Not Just Novelties
Indianapolis First Friends Quaker Meeting
Pastor Bob Henry
July 7, 2019
Galatians 5:13-15 (NRSV)
13 For you were called to freedom, brothers and sisters; only do not use your freedom as an opportunity for self-indulgence, but through love become slaves to one another. 14 For the whole law is summed up in a single commandment, “You shall love your neighbor as yourself.” 15 If, however, you bite and devour one another, take care that you are not consumed by one another.
[Please note much of this sermon recounts history we learned while on our Quaker Affirmation Trip to Philadelphia. Some of it was also backed-up and quoted in an article, Why Quakers did not celebrate the Fourth of July on the LA Quaker blog and the book The Missing Peace: The Search for Nonviolent Alternatives in United States History by James Juhnke and Carol Hunter.]

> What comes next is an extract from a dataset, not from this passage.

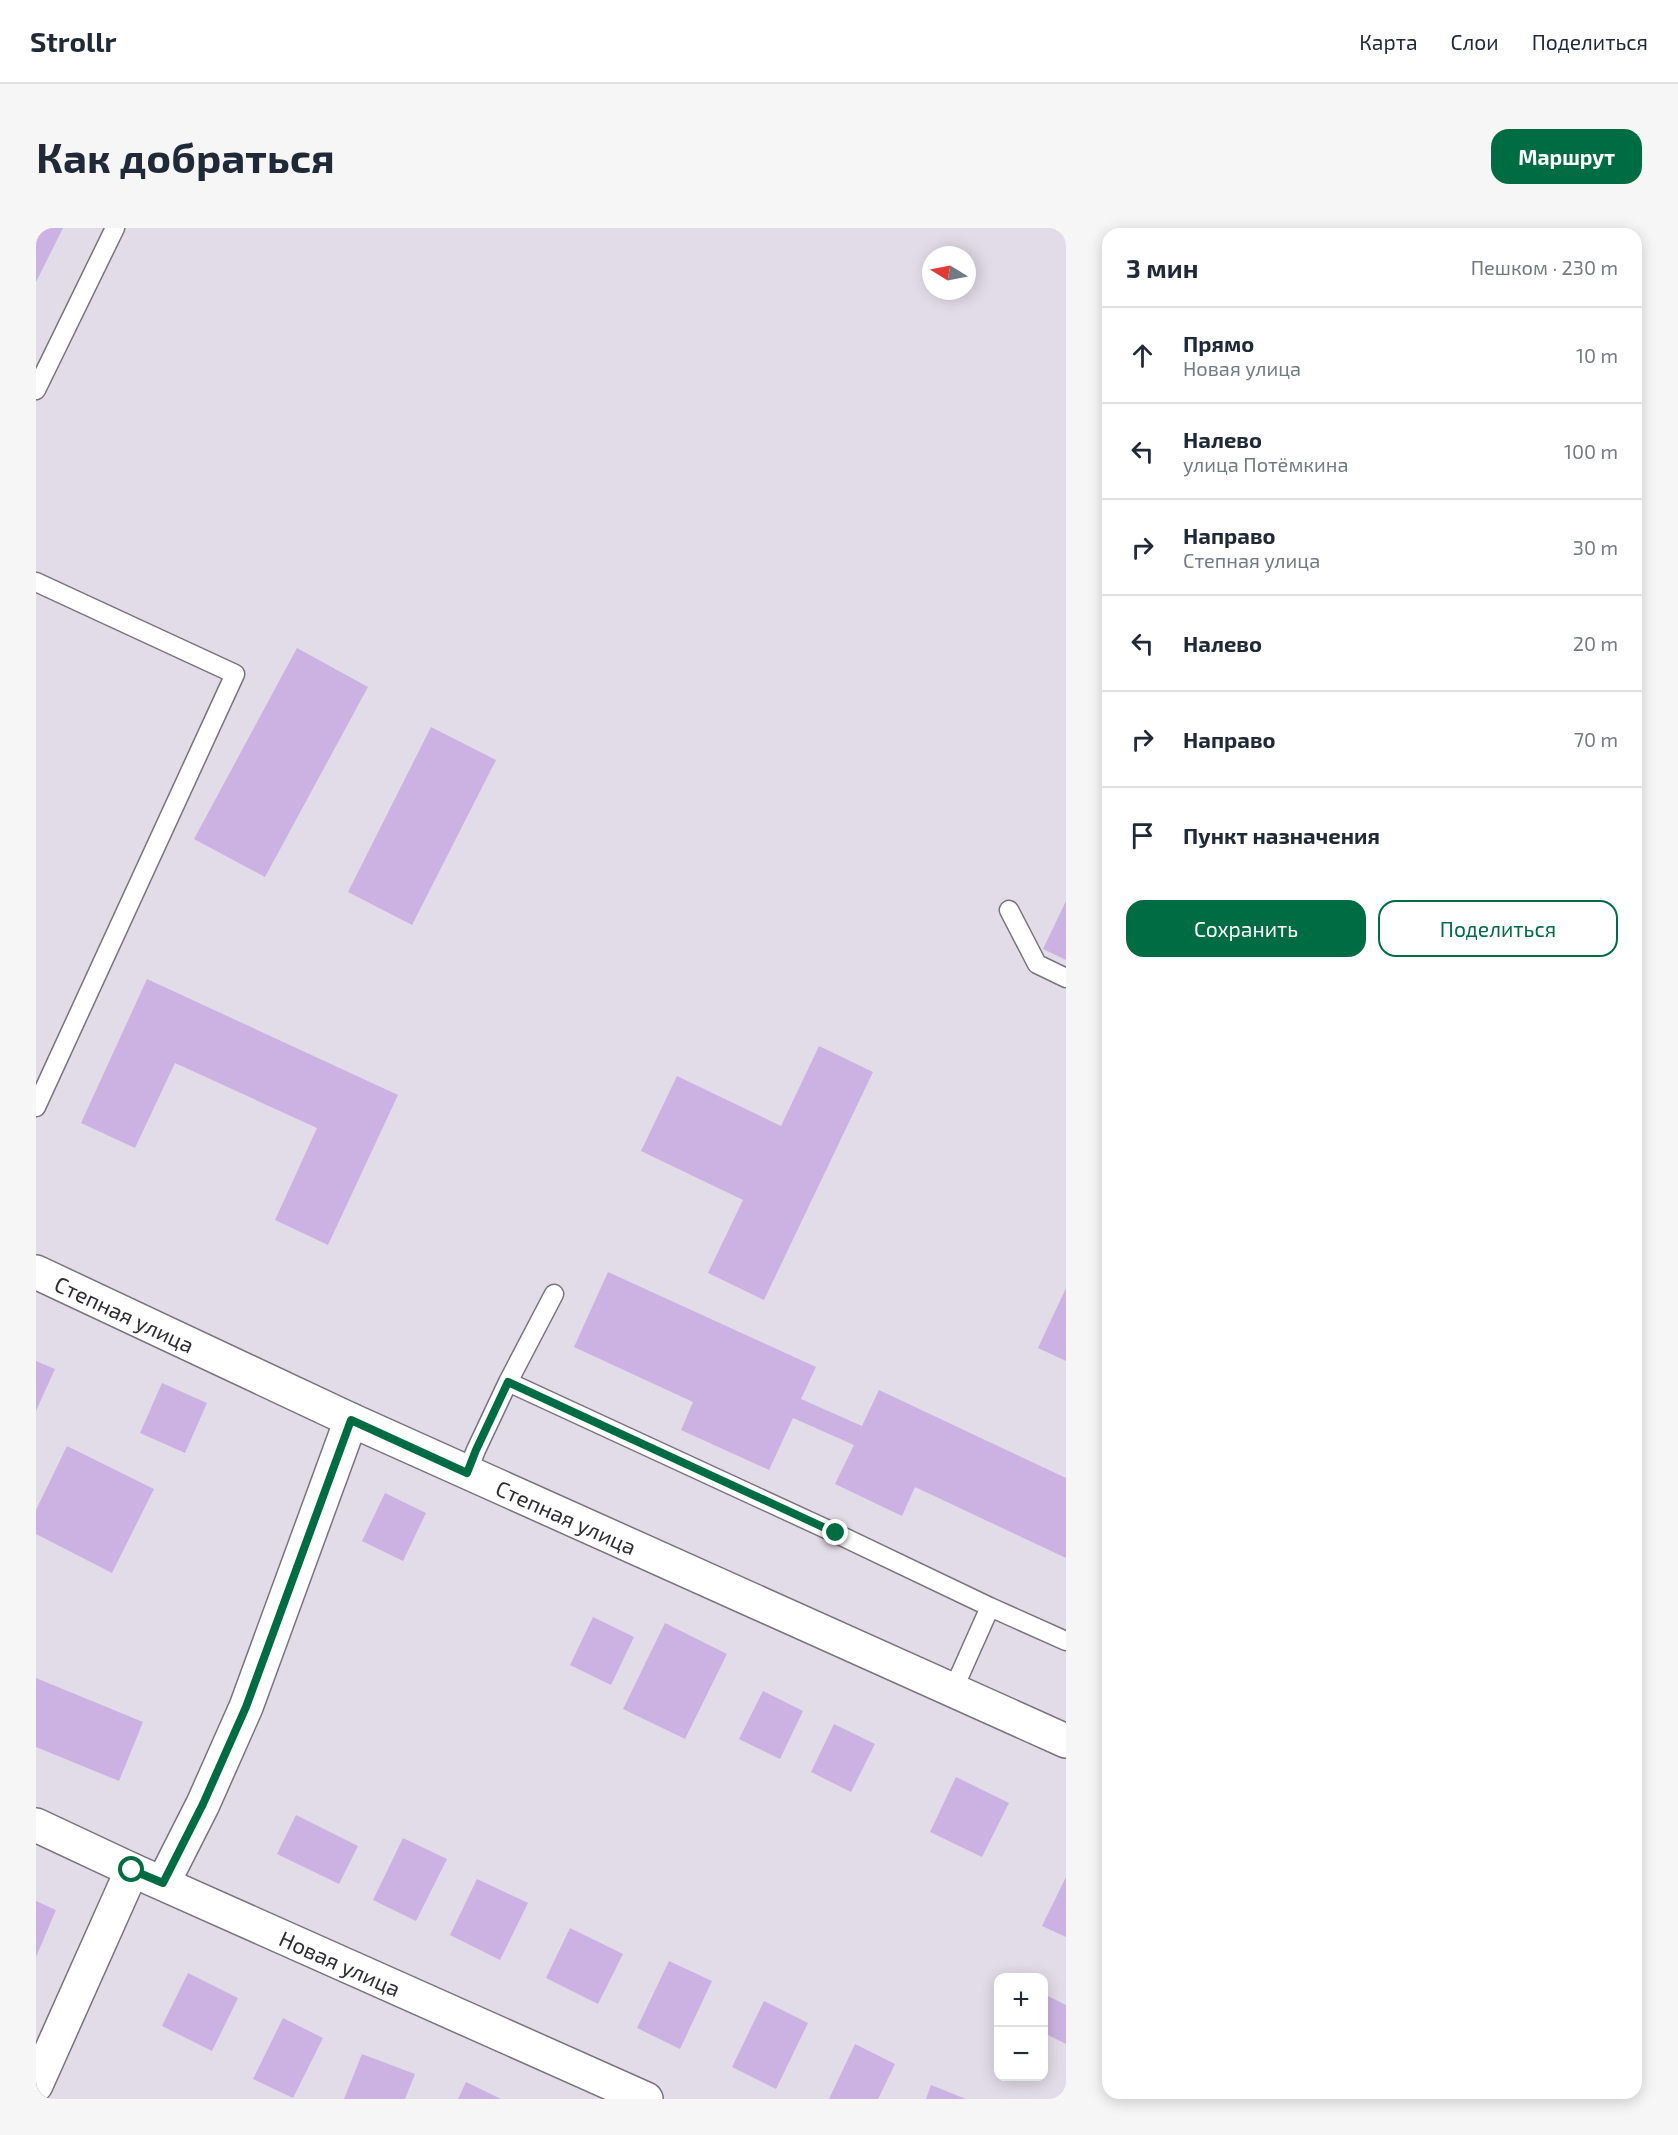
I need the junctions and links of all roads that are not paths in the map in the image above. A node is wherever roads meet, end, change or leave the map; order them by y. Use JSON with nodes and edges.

It is good to be back with all of you after a wonderful Affirmation trip to Philadelphia with our youth and chaperones. I bring greetings from Race Street Friends Meeting which meets at the Friends Center in Philadelphia where American Friends Service Committee and Philadelphia Yearly Meeting is housed. We worshipped last Sunday with them and had a completely silent Meeting for Worship. We were told it was the first all-silent meeting they have had in quite some time. (I guess you could say that our presence made them speechless.) We stayed to meet and greet during their fellowship hour and it was a wonderful time of greeting new Friends.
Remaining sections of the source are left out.